Complex fractions appear more often on harder SAT questions. Recognizing that the LCD method simplifies them quickly prevents the urge to work through the fractions step-by-step (which is slower and more error-prone). Practice complex fractions on 5 problems per day until the LCD technique is automatic.

Word problems with rational expressions often involve rates or fractions of work. If one worker completes a job in 3 hours and another in 5 hours, working together they complete the job in time t where (1/3)+(1/5)=1/t. Adding: 5/15+3/15=8/15=1/t, so t=15/8 hours. The key insight is that the fraction of work completed per unit time is the rate, and rates add.
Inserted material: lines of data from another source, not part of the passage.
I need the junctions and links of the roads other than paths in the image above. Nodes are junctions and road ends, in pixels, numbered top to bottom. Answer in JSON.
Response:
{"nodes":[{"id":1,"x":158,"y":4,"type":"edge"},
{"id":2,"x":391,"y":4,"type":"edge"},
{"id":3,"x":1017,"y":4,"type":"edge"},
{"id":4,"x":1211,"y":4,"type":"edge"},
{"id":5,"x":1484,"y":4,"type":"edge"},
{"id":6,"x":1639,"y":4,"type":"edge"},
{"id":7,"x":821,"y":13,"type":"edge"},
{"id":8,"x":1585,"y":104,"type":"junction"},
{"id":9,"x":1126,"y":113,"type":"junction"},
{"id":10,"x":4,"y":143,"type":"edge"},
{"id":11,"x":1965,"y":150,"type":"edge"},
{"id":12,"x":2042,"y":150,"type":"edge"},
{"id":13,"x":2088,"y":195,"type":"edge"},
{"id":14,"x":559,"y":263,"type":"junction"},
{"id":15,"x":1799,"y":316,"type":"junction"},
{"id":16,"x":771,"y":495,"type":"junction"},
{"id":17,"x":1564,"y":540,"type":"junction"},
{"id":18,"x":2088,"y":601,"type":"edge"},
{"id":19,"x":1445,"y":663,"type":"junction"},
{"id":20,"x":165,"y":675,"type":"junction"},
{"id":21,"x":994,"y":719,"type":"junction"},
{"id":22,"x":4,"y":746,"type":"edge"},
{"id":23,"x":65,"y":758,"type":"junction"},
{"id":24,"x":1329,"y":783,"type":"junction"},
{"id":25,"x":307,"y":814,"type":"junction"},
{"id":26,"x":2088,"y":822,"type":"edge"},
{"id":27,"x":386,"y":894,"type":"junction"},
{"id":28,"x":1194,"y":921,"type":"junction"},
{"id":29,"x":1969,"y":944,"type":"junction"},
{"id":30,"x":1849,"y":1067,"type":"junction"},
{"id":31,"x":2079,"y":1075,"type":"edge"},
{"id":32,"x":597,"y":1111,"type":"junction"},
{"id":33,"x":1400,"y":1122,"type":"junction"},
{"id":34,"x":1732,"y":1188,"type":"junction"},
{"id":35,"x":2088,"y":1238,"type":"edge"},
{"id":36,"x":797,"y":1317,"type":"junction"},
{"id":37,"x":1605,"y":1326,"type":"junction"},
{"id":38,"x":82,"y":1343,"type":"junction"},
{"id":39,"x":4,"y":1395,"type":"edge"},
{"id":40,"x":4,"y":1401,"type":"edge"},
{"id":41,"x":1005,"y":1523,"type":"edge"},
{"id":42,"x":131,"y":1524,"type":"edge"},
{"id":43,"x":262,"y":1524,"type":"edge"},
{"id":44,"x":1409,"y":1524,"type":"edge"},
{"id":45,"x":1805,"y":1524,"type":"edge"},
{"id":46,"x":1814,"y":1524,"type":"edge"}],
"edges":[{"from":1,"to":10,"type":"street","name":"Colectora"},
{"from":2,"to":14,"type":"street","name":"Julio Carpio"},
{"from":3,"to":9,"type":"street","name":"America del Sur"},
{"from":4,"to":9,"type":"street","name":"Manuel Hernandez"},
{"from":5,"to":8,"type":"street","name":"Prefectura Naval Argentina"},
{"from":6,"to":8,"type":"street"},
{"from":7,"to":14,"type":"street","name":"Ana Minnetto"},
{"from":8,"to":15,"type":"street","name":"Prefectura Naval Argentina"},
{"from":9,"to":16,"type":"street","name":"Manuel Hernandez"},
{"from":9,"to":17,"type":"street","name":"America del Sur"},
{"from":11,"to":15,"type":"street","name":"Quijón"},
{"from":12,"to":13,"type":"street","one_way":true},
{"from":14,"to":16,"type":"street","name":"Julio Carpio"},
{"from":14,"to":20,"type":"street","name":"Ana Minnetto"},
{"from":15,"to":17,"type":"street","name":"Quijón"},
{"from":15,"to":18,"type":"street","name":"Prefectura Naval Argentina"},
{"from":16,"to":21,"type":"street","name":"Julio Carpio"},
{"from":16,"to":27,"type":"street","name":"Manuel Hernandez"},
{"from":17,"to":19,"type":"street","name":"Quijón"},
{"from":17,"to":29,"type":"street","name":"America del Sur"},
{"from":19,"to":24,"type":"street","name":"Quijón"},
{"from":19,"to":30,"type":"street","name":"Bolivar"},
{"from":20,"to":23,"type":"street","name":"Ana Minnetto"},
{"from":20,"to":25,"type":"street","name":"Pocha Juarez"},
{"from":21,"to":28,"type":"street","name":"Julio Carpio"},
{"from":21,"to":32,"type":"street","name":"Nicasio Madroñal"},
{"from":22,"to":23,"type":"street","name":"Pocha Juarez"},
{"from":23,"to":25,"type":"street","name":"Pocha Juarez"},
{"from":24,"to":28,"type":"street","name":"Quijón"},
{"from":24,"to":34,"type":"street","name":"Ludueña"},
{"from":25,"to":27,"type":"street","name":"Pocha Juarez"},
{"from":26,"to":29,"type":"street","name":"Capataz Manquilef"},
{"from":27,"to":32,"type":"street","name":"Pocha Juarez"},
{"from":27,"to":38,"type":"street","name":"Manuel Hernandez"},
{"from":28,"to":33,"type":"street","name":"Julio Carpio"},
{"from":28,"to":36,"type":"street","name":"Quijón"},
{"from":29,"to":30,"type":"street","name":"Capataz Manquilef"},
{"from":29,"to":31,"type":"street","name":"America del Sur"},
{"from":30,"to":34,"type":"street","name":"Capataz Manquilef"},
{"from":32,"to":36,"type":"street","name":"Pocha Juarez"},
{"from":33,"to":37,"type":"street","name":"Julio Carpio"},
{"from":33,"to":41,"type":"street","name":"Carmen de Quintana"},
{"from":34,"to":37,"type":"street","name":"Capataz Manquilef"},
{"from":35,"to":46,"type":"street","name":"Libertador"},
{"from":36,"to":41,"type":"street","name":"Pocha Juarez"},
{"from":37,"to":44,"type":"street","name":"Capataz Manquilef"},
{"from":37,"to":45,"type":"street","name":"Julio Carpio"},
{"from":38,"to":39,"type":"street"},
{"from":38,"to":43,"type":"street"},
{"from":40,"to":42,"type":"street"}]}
A checklist for work problems: (1) Identify the rates (fraction per unit time). (2) Set up the equation: rate1*t+rate2*t=1 (for one complete job), or (rate1+rate2)*t=1. (3) Solve for t. (4) Check that the answer makes sense (combined rate should be faster than either individual rate). In work problems, if rates are given as hours to complete (like "A takes 3 hours"), the rate is 1/hours. Summing rates (not times) gives the combined rate, which solves for the combined time correctly.

Test-day strategy: set up work problems carefully using rates, not times. The most common error is adding times instead of rates, leading to incorrect answers. When you finish a rational expression or equation problem, verify by substituting back into the original (or checking that the answer makes sense contextually for word problems). These quick checks catch most errors.